Problem to solve:
Copy out the listing beneath, missing nothing.
::::
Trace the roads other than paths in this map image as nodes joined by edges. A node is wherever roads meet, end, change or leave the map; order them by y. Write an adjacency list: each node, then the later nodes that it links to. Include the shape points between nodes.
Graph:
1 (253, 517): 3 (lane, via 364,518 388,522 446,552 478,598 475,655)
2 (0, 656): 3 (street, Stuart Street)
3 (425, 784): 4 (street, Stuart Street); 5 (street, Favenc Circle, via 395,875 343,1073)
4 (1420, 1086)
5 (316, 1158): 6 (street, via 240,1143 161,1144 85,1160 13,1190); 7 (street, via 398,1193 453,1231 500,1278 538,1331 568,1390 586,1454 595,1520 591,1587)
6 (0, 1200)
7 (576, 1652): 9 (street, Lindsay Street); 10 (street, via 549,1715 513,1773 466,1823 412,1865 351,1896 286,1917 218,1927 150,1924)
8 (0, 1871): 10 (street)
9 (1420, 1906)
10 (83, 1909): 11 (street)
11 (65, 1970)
::::
Reply to the exercise:
Trace the roads other than paths in this map image as nodes joined by edges. A node is wherever roads meet, end, change or leave the map; order them by y. Write an adjacency list: each node, then the later nodes that it links to. Include the shape points between nodes.
Graph:
1 (253, 517): 3 (lane, via 364,518 388,522 446,552 478,598 475,655)
2 (0, 656): 3 (street, Stuart Street)
3 (425, 784): 4 (street, Stuart Street); 5 (street, Favenc Circle, via 395,875 343,1073)
4 (1420, 1086)
5 (316, 1158): 6 (street, via 240,1143 161,1144 85,1160 13,1190); 7 (street, via 398,1193 453,1231 500,1278 538,1331 568,1390 586,1454 595,1520 591,1587)
6 (0, 1200)
7 (576, 1652): 9 (street, Lindsay Street); 10 (street, via 549,1715 513,1773 466,1823 412,1865 351,1896 286,1917 218,1927 150,1924)
8 (0, 1871): 10 (street)
9 (1420, 1906)
10 (83, 1909): 11 (street)
11 (65, 1970)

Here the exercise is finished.